Tyres need the right amount of air to function optimally, and getting them to the right psi efficiently can require some finesse. Mitch McCloud at Kamikaze Bikes, walks us through exactly how to pump your bike tyres so you can keep rolling confidently.
Pick the Right Bike Pump
McCloud says that a common mistake new (and even experienced) riders make when pumping their tyres is trying to use a Schrader bike pump with a Presta valve, which just won’t work no matter how hard you try.
There are two popular tube valves: A Schrader valve is wider and flat on the end, while a Presta valve is narrower and features a locking nut, which can be loosened to add or release air. An easy way to remember the Presta valve is that you press to let air out. If you’re unsure which valve you have or which pump to buy, it’s always a good idea to ask someone at your local bike shop which they prefer. When it comes to pumps, you almost always get what you pay for. A little extra investment can give you a more accurate psi reading, sturdier materials, and even easier pumping.
Prepare the Valve
First, remove the plastic cap that might be covering the end of your valve (sometimes these get lost, so no big deal if yours is missing.) Then – McCloud says this is a commonly skipped step with presta valves – unscrew the tiny locking nut. Don’t be shy; the nut won’t fall off, so there’s no need to worry about unscrewing it too much. Give it a couple of taps to make sure it’s moving—you should be able to hear and feel a bit of air come out out. (If you have a Shrader valve, you can skip this step.)
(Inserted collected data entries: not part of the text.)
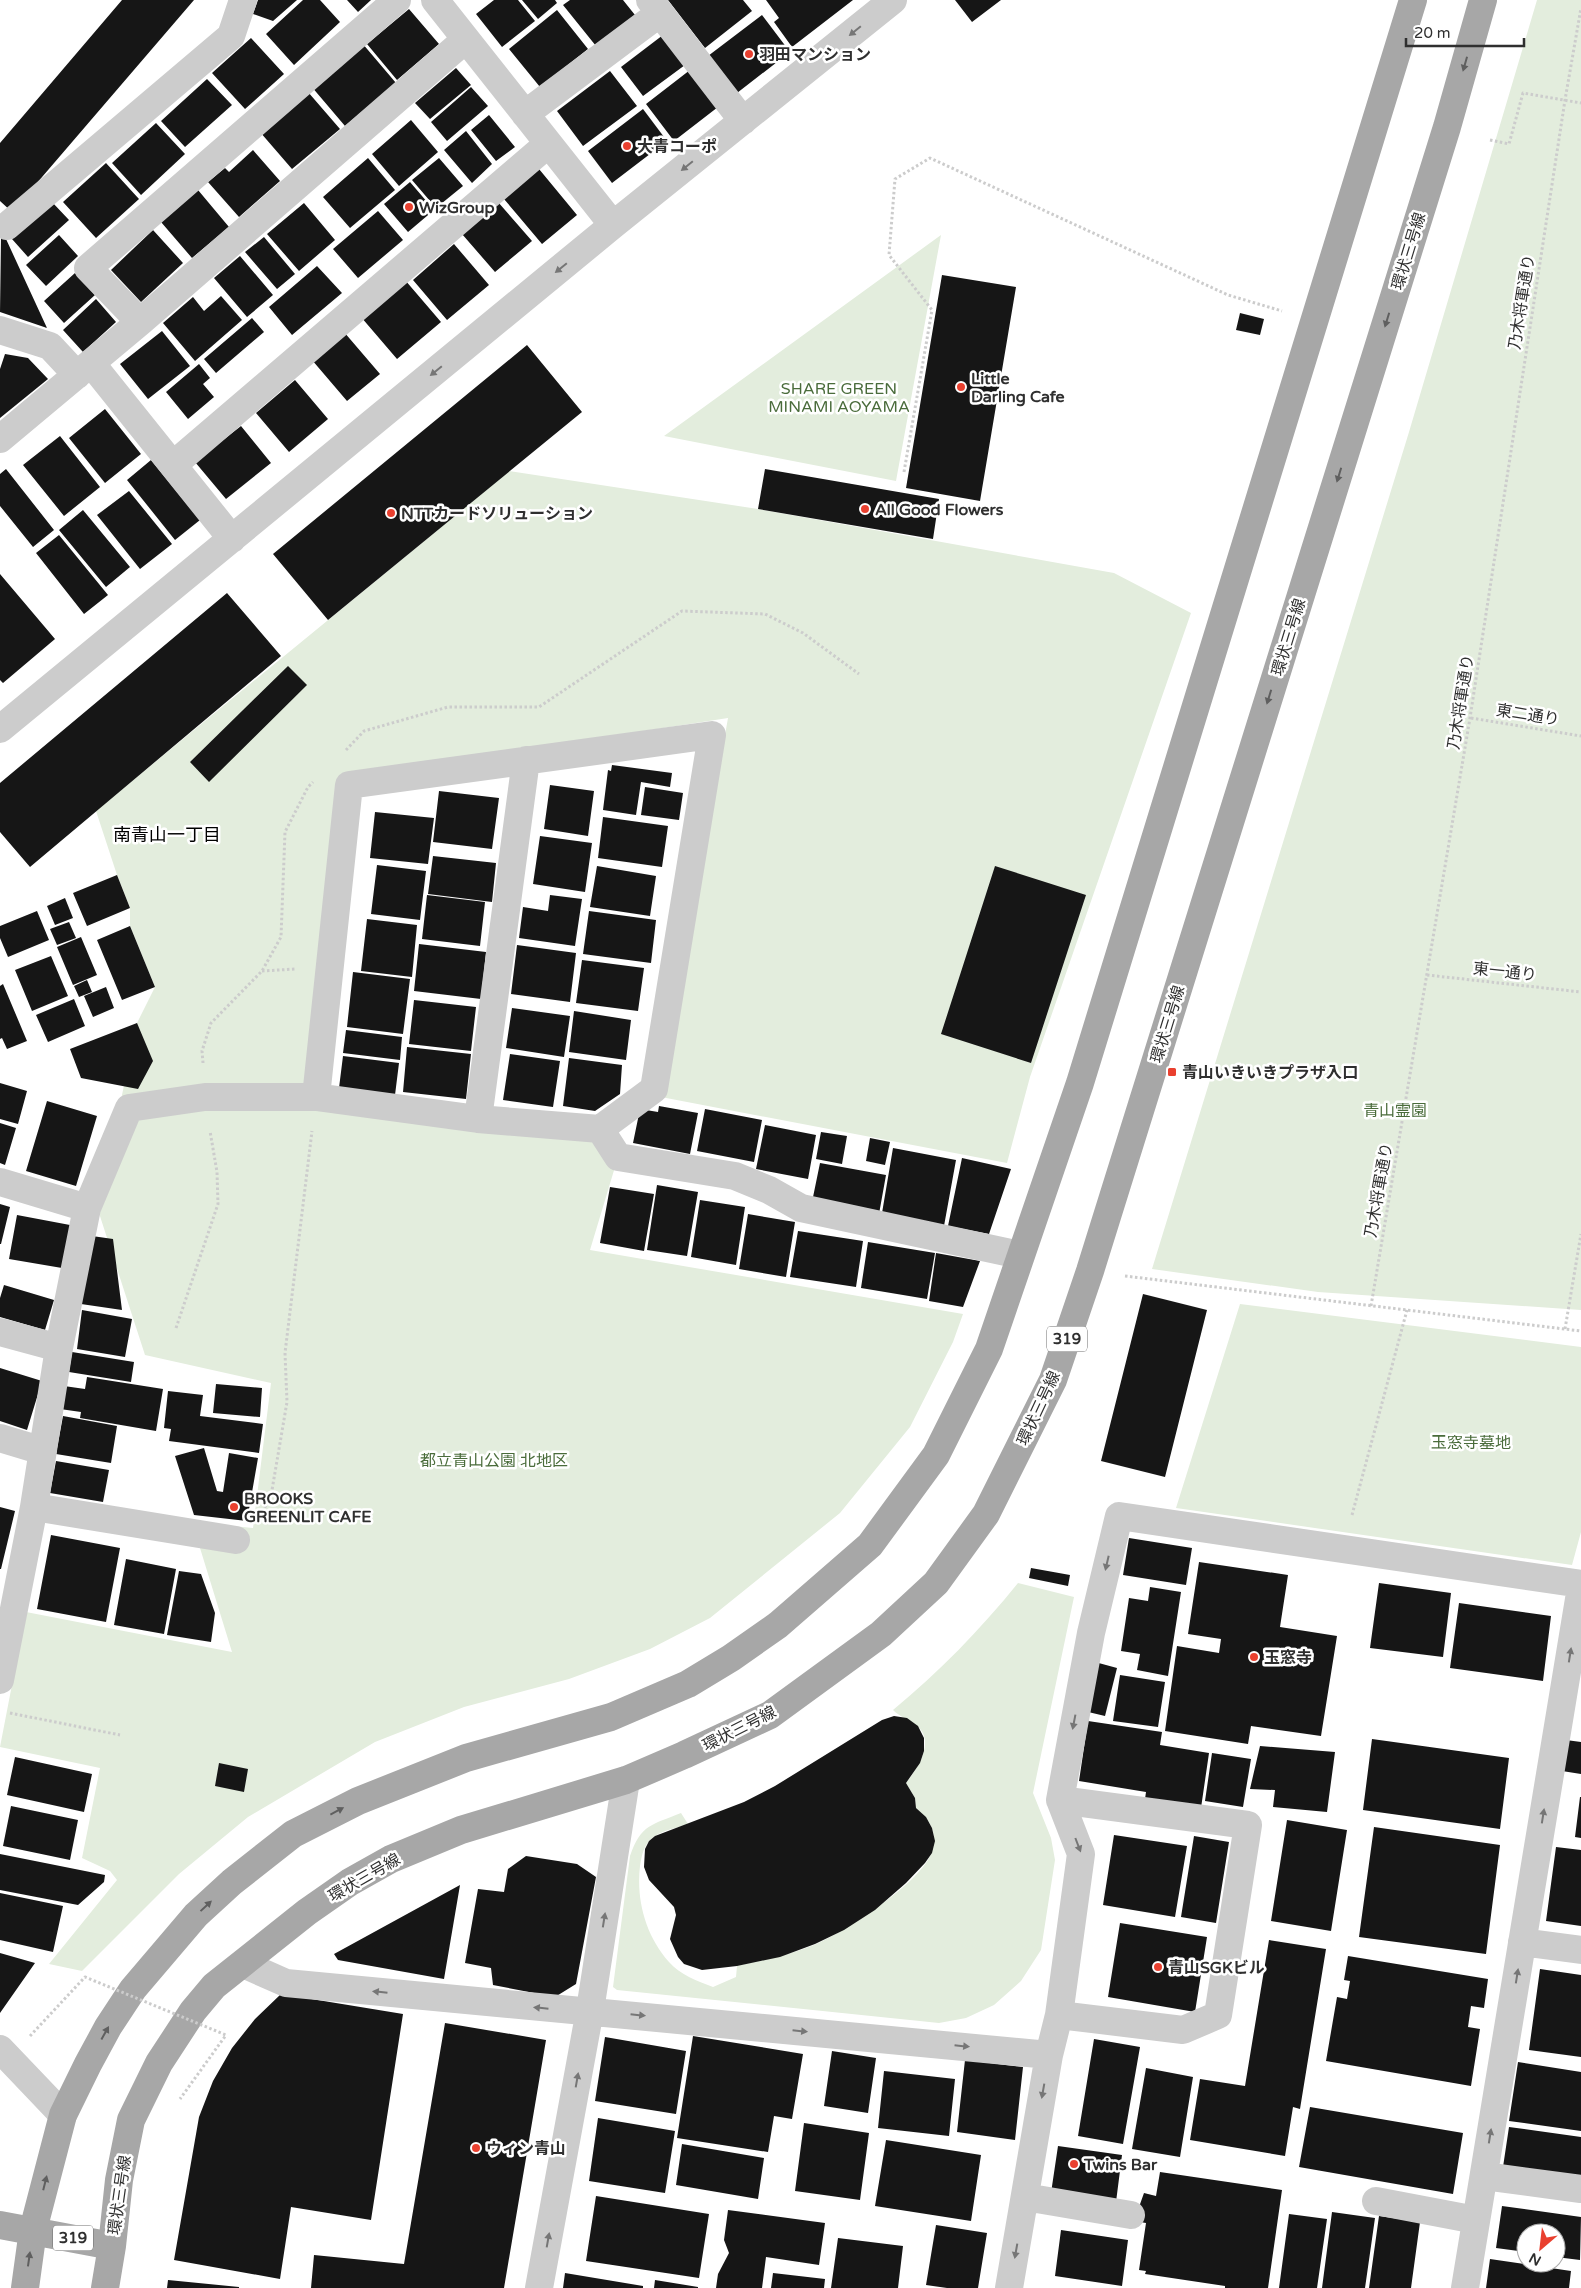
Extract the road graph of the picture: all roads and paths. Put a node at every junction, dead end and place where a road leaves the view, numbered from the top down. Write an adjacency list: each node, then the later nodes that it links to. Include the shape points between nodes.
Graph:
1 (243, 0): 17 (street, via 231,36)
2 (397, 0): 19 (street, via 88,268)
3 (892, 0): 13 (street, one-way to 13)
4 (1413, 0): 42 (main road, 319, via 1080,1083)
5 (1483, 0): 43 (main road, 環状三号線 / 319, one-way to 43, via 1447,127)
6 (446, 4): 9 (street)
7 (655, 7): 12 (street); 13 (street)
8 (1581, 8): 10 (path, 乃木将軍通り)
9 (465, 40): 12 (street); 19 (street)
10 (1565, 100): 11 (path); 14 (path, via 1522,93 1509,144); 27 (path, 乃木将軍通り)
11 (1581, 103)
12 (525, 114): 15 (street)
13 (743, 121): 16 (street, one-way to 16)
14 (1490, 140)
15 (548, 144): 16 (street); 23 (street)
16 (613, 225): 25 (street, one-way to 25)
17 (8, 226)
18 (1282, 311): 24 (path, via 1228,295 930,158 896,179 889,255 932,310)
19 (140, 322): 21 (street)
20 (0, 330): 21 (street, via 50,346)
21 (84, 369): 22 (street); 23 (street)
22 (0, 439)
23 (172, 465): 25 (street)
24 (904, 472)
25 (232, 539): 28 (street)
26 (859, 674): 30 (path, via 803,633 765,614 682,611 539,707 448,707 364,732)
27 (1470, 718): 29 (path, 東二通り); 33 (path, 乃木将軍通り)
28 (1, 726)
29 (1581, 736)
30 (343, 752)
31 (526, 760): 36 (street, via 348,785); 37 (street); 38 (street, via 712,735 654,1089)
32 (315, 780): 35 (path, via 285,832 281,937 262,971 210,1023 202,1051)
33 (1427, 976): 34 (path, 東一通り); 44 (path, 乃木将軍通り)
34 (1581, 992)
35 (205, 1097): 36 (street); 40 (street, via 129,1108); 46 (path, via 218,1204)
36 (316, 1097): 37 (street); 54 (path, via 284,1353 287,1402 272,1490 251,1541)
37 (478, 1119): 38 (street)
38 (600, 1129): 42 (street, via 618,1156 736,1176 801,1208)
39 (0, 1182): 40 (street)
40 (87, 1208): 50 (street)
41 (1581, 1234): 47 (path)
42 (1020, 1255): 72 (main road, 319, one-way to 42, via 108,2027 133,1989 196,1915 293,1834 358,1801 466,1758 611,1717 688,1684 778,1625 870,1545 936,1455 990,1349)
43 (1090, 1271): 44 (path); 61 (main road, 環状三号線 / 319, via 1054,1380 986,1514 936,1583 881,1634 770,1715)
44 (1371, 1306): 45 (path)
45 (1406, 1310): 47 (path); 55 (path)
46 (176, 1328)
47 (1565, 1329): 48 (path)
48 (1581, 1331)
49 (0, 1332): 50 (street)
50 (59, 1348): 52 (street)
51 (0, 1438): 52 (street)
52 (43, 1451): 53 (street)
53 (34, 1507): 54 (street); 57 (street)
54 (236, 1540)
55 (1343, 1549): 56 (street); 62 (street, one-way to 62, via 1119,1516 1091,1633)
56 (1581, 1586): 63 (street, one-way to 56)
57 (8, 1603): 58 (street)
58 (0, 1680)
59 (9, 1713): 60 (path)
60 (120, 1735)
61 (626, 1780): 65 (main road, 環状三号線 / 319, via 461,1830 391,1859 307,1912); 66 (street, one-way to 61)
62 (1060, 1800): 67 (street, one-way to 67, via 1081,1854); 67 (street, via 1248,1825 1218,2015 1183,2030)
63 (1522, 1942): 64 (street); 73 (street, one-way to 63)
64 (1581, 1950)
65 (243, 1964): 66 (street, one-way to 65, via 286,1982); 81 (main road, 環状三号線 / 319, via 214,1986 193,2010 160,2063 131,2120 118,2180)
66 (590, 2010): 70 (street, one-way to 70); 84 (street, one-way to 66)
67 (1060, 2015): 70 (street)
68 (30, 2036): 71 (path, bridge, via 85,1978 226,2035)
69 (0, 2049): 72 (street)
70 (1049, 2055): 75 (street, one-way to 75)
71 (180, 2098)
72 (63, 2115): 80 (main road, 319, one-way to 72)
73 (1484, 2176): 74 (street); 78 (street)
74 (1581, 2189)
75 (1025, 2197): 77 (street); 85 (street, one-way to 85)
76 (1376, 2201): 78 (street)
77 (1131, 2215)
78 (1476, 2220): 86 (street)
79 (0, 2225): 80 (main road, 319)
80 (33, 2230): 81 (main road, 319); 82 (main road, 319, one-way to 80)
81 (112, 2246): 83 (main road, 319)
82 (25, 2288)
83 (105, 2288)
84 (539, 2288)
85 (1009, 2288)
86 (1465, 2288)

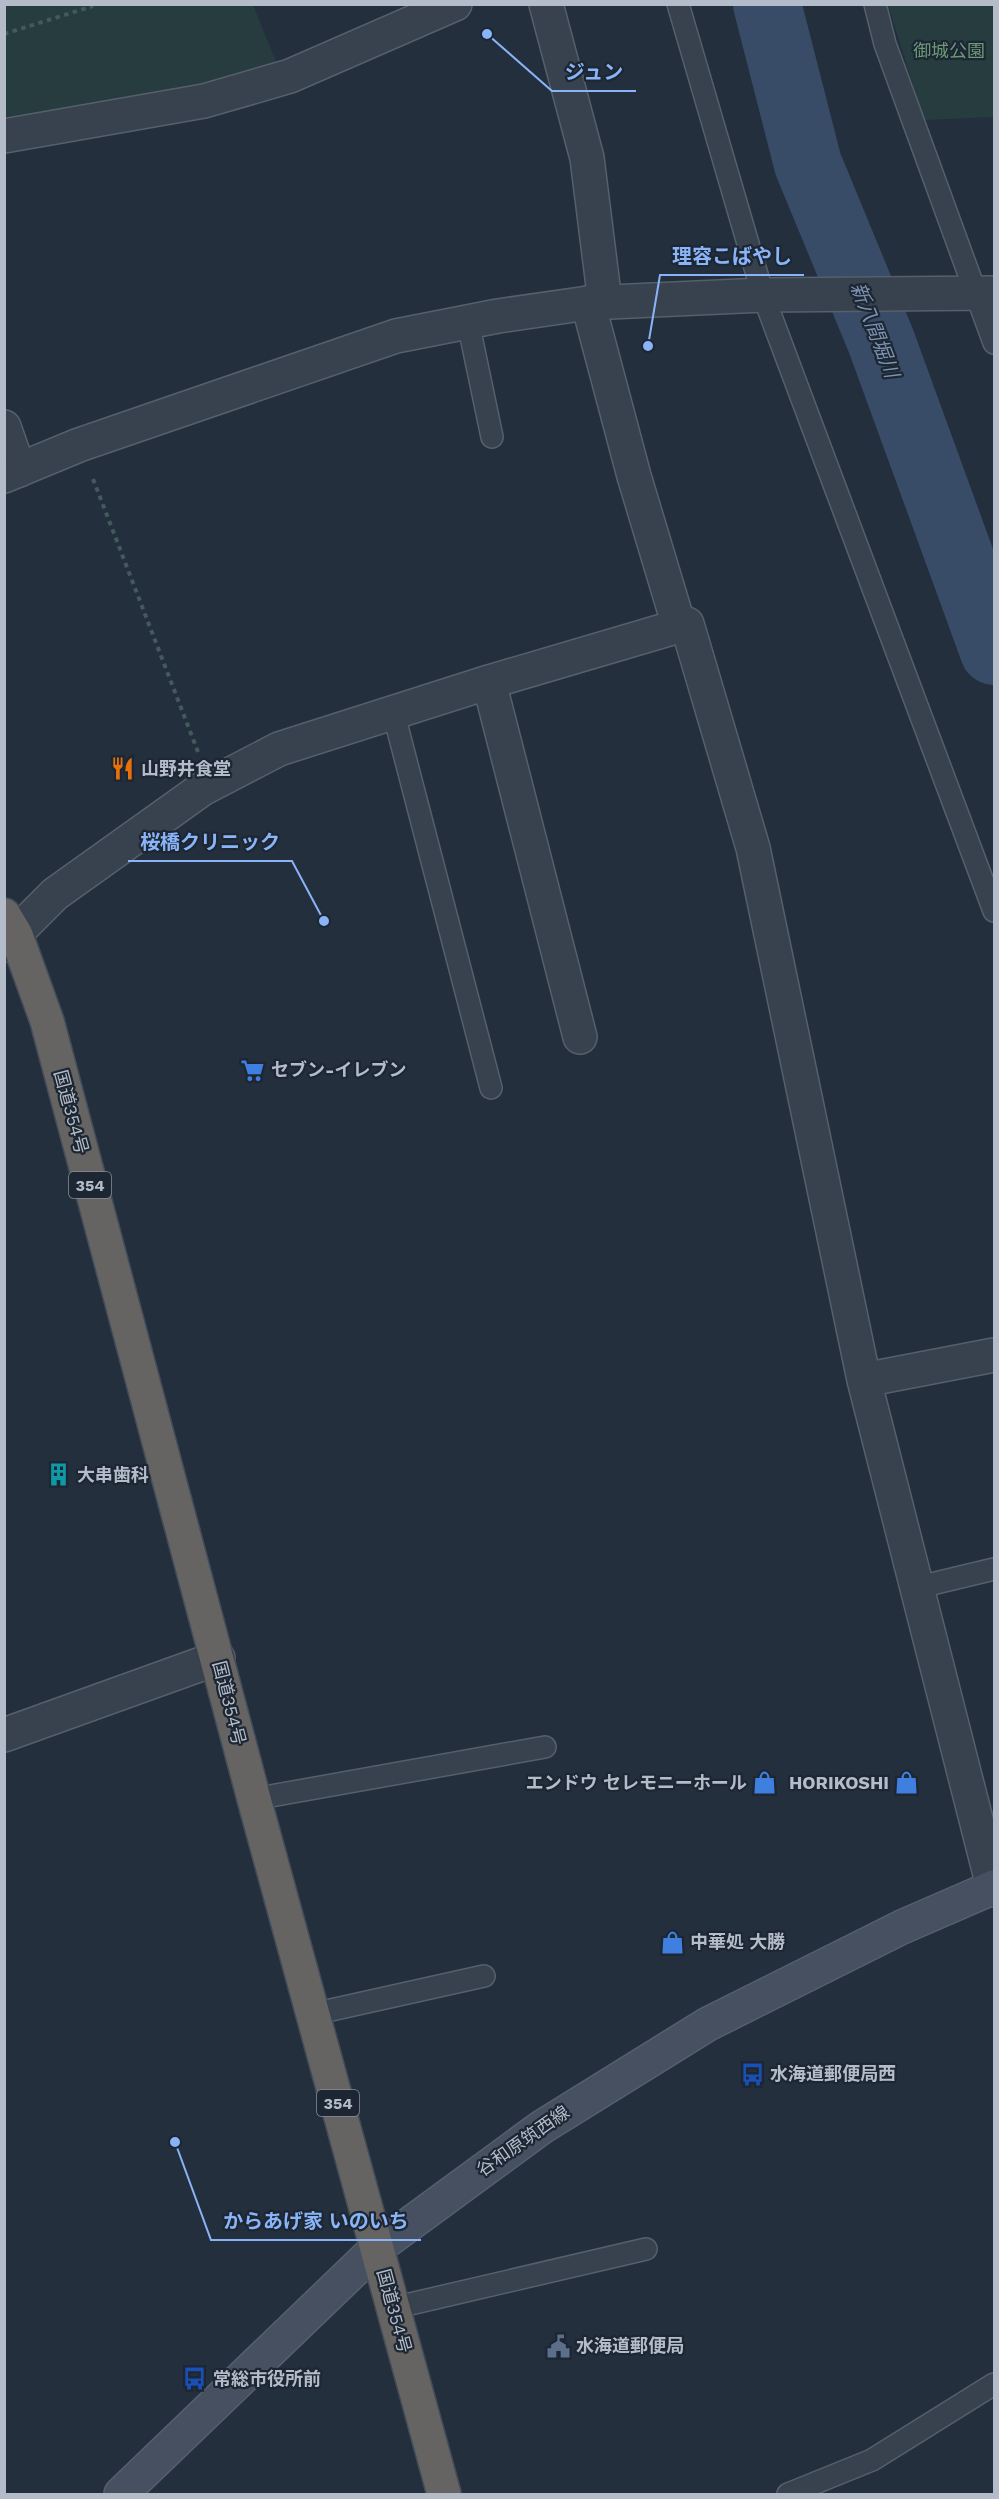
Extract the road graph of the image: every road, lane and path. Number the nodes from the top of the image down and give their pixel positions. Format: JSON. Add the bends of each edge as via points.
{"nodes":[{"id":1,"x":455,"y":4,"type":"edge"},
{"id":2,"x":546,"y":4,"type":"edge"},
{"id":3,"x":678,"y":4,"type":"edge"},
{"id":4,"x":875,"y":4,"type":"edge"},
{"id":5,"x":93,"y":6,"type":"edge"},
{"id":6,"x":4,"y":34,"type":"edge"},
{"id":7,"x":4,"y":136,"type":"edge"},
{"id":8,"x":980,"y":293,"type":"edge"},
{"id":9,"x":769,"y":295,"type":"junction"},
{"id":10,"x":597,"y":302,"type":"junction"},
{"id":11,"x":468,"y":322,"type":"junction"},
{"id":12,"x":994,"y":343,"type":"edge"},
{"id":13,"x":4,"y":428,"type":"edge"},
{"id":14,"x":492,"y":437,"type":"dead end"},
{"id":15,"x":80,"y":445,"type":"junction"},
{"id":16,"x":12,"y":473,"type":"edge"},
{"id":17,"x":680,"y":626,"type":"junction"},
{"id":18,"x":489,"y":682,"type":"junction"},
{"id":19,"x":393,"y":711,"type":"junction"},
{"id":20,"x":211,"y":784,"type":"junction"},
{"id":21,"x":994,"y":911,"type":"edge"},
{"id":22,"x":8,"y":932,"type":"edge"},
{"id":23,"x":580,"y":1037,"type":"dead end"},
{"id":24,"x":491,"y":1088,"type":"dead end"},
{"id":25,"x":994,"y":1355,"type":"edge"},
{"id":26,"x":864,"y":1380,"type":"junction"},
{"id":27,"x":994,"y":1569,"type":"edge"},
{"id":28,"x":915,"y":1588,"type":"junction"},
{"id":29,"x":218,"y":1658,"type":"junction"},
{"id":30,"x":4,"y":1735,"type":"edge"},
{"id":31,"x":545,"y":1748,"type":"dead end"},
{"id":32,"x":254,"y":1799,"type":"junction"},
{"id":33,"x":994,"y":1888,"type":"edge"},
{"id":34,"x":484,"y":1976,"type":"dead end"},
{"id":35,"x":313,"y":2014,"type":"junction"},
{"id":36,"x":377,"y":2248,"type":"junction"},
{"id":37,"x":646,"y":2249,"type":"dead end"},
{"id":38,"x":393,"y":2308,"type":"junction"},
{"id":39,"x":994,"y":2384,"type":"edge"},
{"id":40,"x":121,"y":2494,"type":"edge"},
{"id":41,"x":444,"y":2494,"type":"edge"},
{"id":42,"x":788,"y":2494,"type":"edge"}],
"edges":[{"from":1,"to":7,"type":"street","via":[[290,76],[204,101]]},
{"from":2,"to":10,"type":"street","via":[[587,158]]},
{"from":3,"to":9,"type":"lane"},
{"from":4,"to":8,"type":"lane","via":[[885,44]]},
{"from":5,"to":6,"type":"path"},
{"from":8,"to":9,"type":"street"},
{"from":8,"to":12,"type":"lane"},
{"from":9,"to":10,"type":"street"},
{"from":9,"to":21,"type":"lane"},
{"from":10,"to":11,"type":"street"},
{"from":10,"to":17,"type":"street","via":[[634,476]]},
{"from":11,"to":14,"type":"lane"},
{"from":11,"to":15,"type":"street","via":[[396,336]]},
{"from":13,"to":16,"type":"street"},
{"from":15,"to":16,"type":"street"},
{"from":15,"to":20,"type":"path"},
{"from":17,"to":18,"type":"street"},
{"from":17,"to":26,"type":"street","via":[[687,624],[753,848]]},
{"from":18,"to":19,"type":"street"},
{"from":18,"to":23,"type":"street"},
{"from":19,"to":20,"type":"street","via":[[279,749]]},
{"from":19,"to":24,"type":"lane"},
{"from":20,"to":22,"type":"street","via":[[55,894]]},
{"from":22,"to":29,"type":"highway","name":"国道354号","number":"354","via":[[47,1021]]},
{"from":25,"to":26,"type":"street"},
{"from":26,"to":28,"type":"street"},
{"from":27,"to":28,"type":"lane"},
{"from":28,"to":33,"type":"street"},
{"from":29,"to":30,"type":"street"},
{"from":29,"to":32,"type":"highway","name":"国道354号","number":"354"},
{"from":31,"to":32,"type":"lane"},
{"from":32,"to":35,"type":"highway","name":"国道354号","number":"354"},
{"from":33,"to":36,"type":"main road","name":"谷和原筑西線","via":[[902,1927],[708,2024],[542,2127]]},
{"from":34,"to":35,"type":"lane"},
{"from":35,"to":36,"type":"highway","name":"国道354号","number":"354"},
{"from":36,"to":38,"type":"highway","name":"国道354号","number":"354"},
{"from":36,"to":40,"type":"main road","name":"谷和原筑西線"},
{"from":37,"to":38,"type":"lane"},
{"from":38,"to":41,"type":"highway","name":"国道354号","number":"354"},
{"from":39,"to":42,"type":"lane","via":[[872,2460]]}]}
Know the Tyre Pressure You Need
Before you pump, check the sidewall of your tyre: It should list the pounds-per-square-inch (psi) range that your tyre can safely handle. Typically, a road tyre can go between 80 and 130 psi, while a mountain tyre holds between 30 and 50 psi. Hybrids usually take between 50 and 70 psi. Where your personal psi preference falls within the range for your tyre will depend on your weight and riding style – play around with it and figure out what you like or you can use our handy guide here.
Attach the Pump Correctly
Fit the pump head onto the valve. Pumps will have either a switch that flips down or up, or an internally threaded screw top. Both systems serve to keep the head in place as you start pumping, which ensures that air actually goes into the valve instead of leaking out while you pump.
If air seems to be coming out of the pump and not into your tyres, you may need to readjust the pump head slightly. Just detach and reattach to reset the seal.
Pump to the Optimal Pressure
Using the gauge on your pump to guide you, pump the tubes up to your optimal pressure. And use your upper body and core to pump! Squats are great for building leg strength, but they aren’t required for bike maintenance. Let your arms or even your abs do the work – it can seriously feel like a mini workout.
Once you’ve pumped your tyres to the pressure you want, simply flip the switch on the pump head so it pops off, and retighten the locking nut before you replace the valve cap. Then, as McCloud so aptly puts it, “Go shred.”